In John 18:9-10, the two conjunctions, "hina" and "oun" lead off the two verses, respectively, correctly rendered from the Greek. They are "That" (subordinate) and "therefore" (continuous). The sword 'cutting' by Peter is metaphorical, as in Hosea 6:1-6, and Zechariah 13:7 -- famously mistranslated as "Strike the Shepherd", when it really is "Strike, O Shepherd". It is a metaphor for transfer of spirit and it pertains not to the arrest of the disciples in John 18, but to the initiation of Malchus, the last disciple of Jesus (unless you count the thief on the cross). "That the word of the Lord be fulfilled, 'Of those whom Thou gavest me I lost not one', [John 17:12]; therefore, Peter, having a sword, drew it and struck the high priest's slave and cut off his right ear." The spiritual metaphor is complete with the realization that it is the Word heard on the 'right' side within in mystic meditation which saves through gnosis -- the inward knowing of oneness with the Master. For reference see "Light on St. John" under "books by the Masters" at website Science of the Soul.org. In Luke, please note that Jesus touches the ear and heals not the ear, but "him". This is enormously significant. The hearing of the mystic Word, or Apophasis Logos (Gospels of Thomas and Judas), repairs the wayward disciple and effects spiritual union (Hosea 6:1-6, "I have slain them by the Words of my mouth").Sahansdal (talk) 04:30, 26 October 2015 (UTC)

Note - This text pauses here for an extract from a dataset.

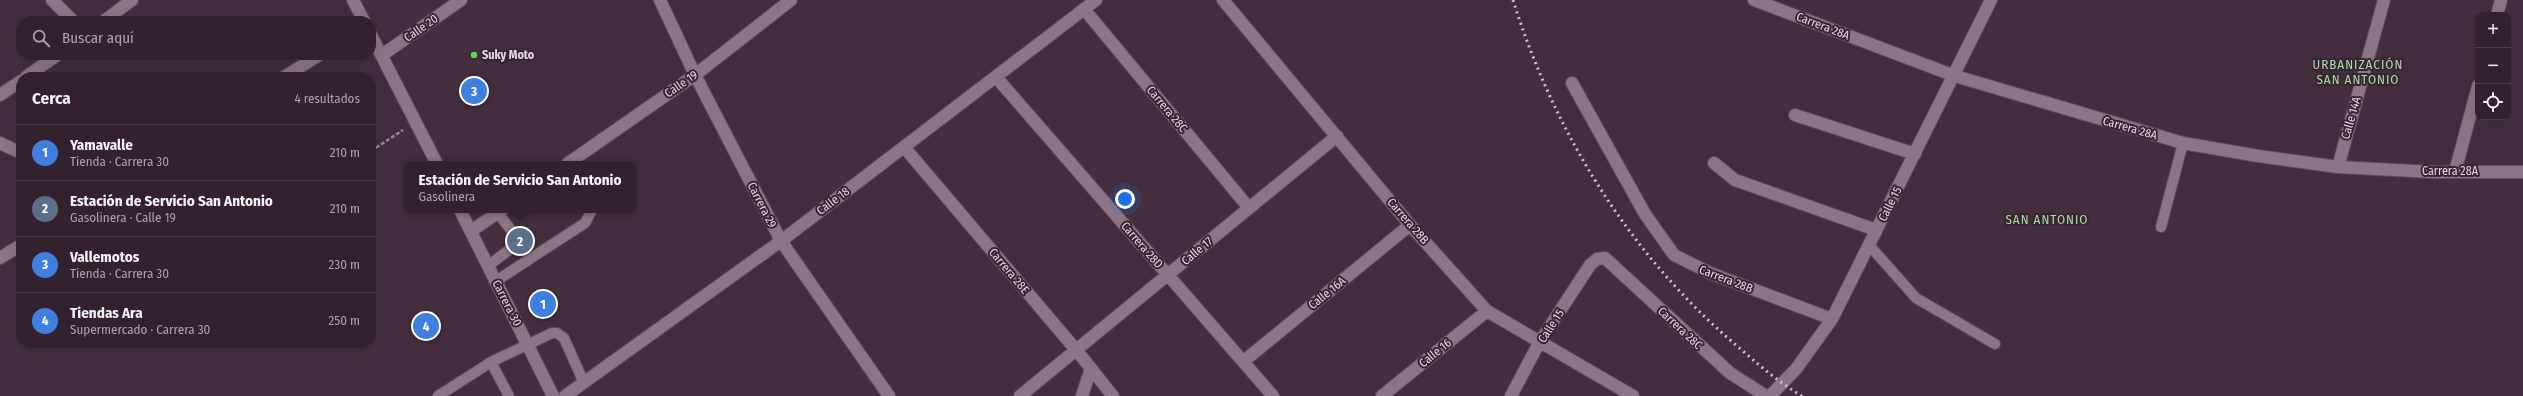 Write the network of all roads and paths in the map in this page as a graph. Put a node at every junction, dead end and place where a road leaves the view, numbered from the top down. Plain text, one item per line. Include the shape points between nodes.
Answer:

It seems like you are trying to present one true interpretation of the text. Wikipedia cannot take sides. Also, all information added to articles must be backed up with reliable sources. We should present all notable points of view on an issue. If there is a competing view, which is notable, and can be found in reliable sources, by all means add it to the article. However, we cannot delete other competing notable views, nor can we state which one is the correct view. We must remain neutral in the matter. It seems you want to incorporate information from Gnostic gospels. That is fine, if notable, reliable sources can be cited. However, Gnosticism is not the majority view, and we should not present it as more important than Christianity. We should also present what nonreligious scholarship says on the matter, and the historical view (which I believe is the miracle narrative cannot be traced back earlier than Luke, and is not found in earliest sources, so it cannot be considered historical). In regards to title, one source I've found, "Jesus the Miracle Worker: A Historical and Theological Study" by Graham H. Twelftree, refers to it as "Healing the High Priest's Slave's Ear", though that phrase itself, while found in a few other books, has very little google hits. Googling your phrase, "Healing of the Servant of the High Priest" yields again very little results and some of them include ""Healing of the Servant of the High Priest's ear". Our current title has the most google hits, but that could be biased around the ubiquity of Wikipedia. It does have a few more hits in book searches than the others, but still not a lot. I'm open to a name change, if we can demonstrate sources by majority agree on a specific title. It seems you want to remove the reference to the ear to support your minority POV? Though perhaps dropping reference to the ear would leave the article's title more inclusive to all POVs. Again, let's check sources. -Andrew c [talk] 13:45, 2 November 2015 (UTC)
It seems a very common name for this miracle, especially in regards to art, is "The Healing of Malchus's Ear" or "The Healing of the Ear of Malchus". I'm a little concerned that the title is a gospel harmony, in that the healing and the person's name do not appear in the same source... -Andrew c [talk] 13:56, 2 November 2015 (UTC)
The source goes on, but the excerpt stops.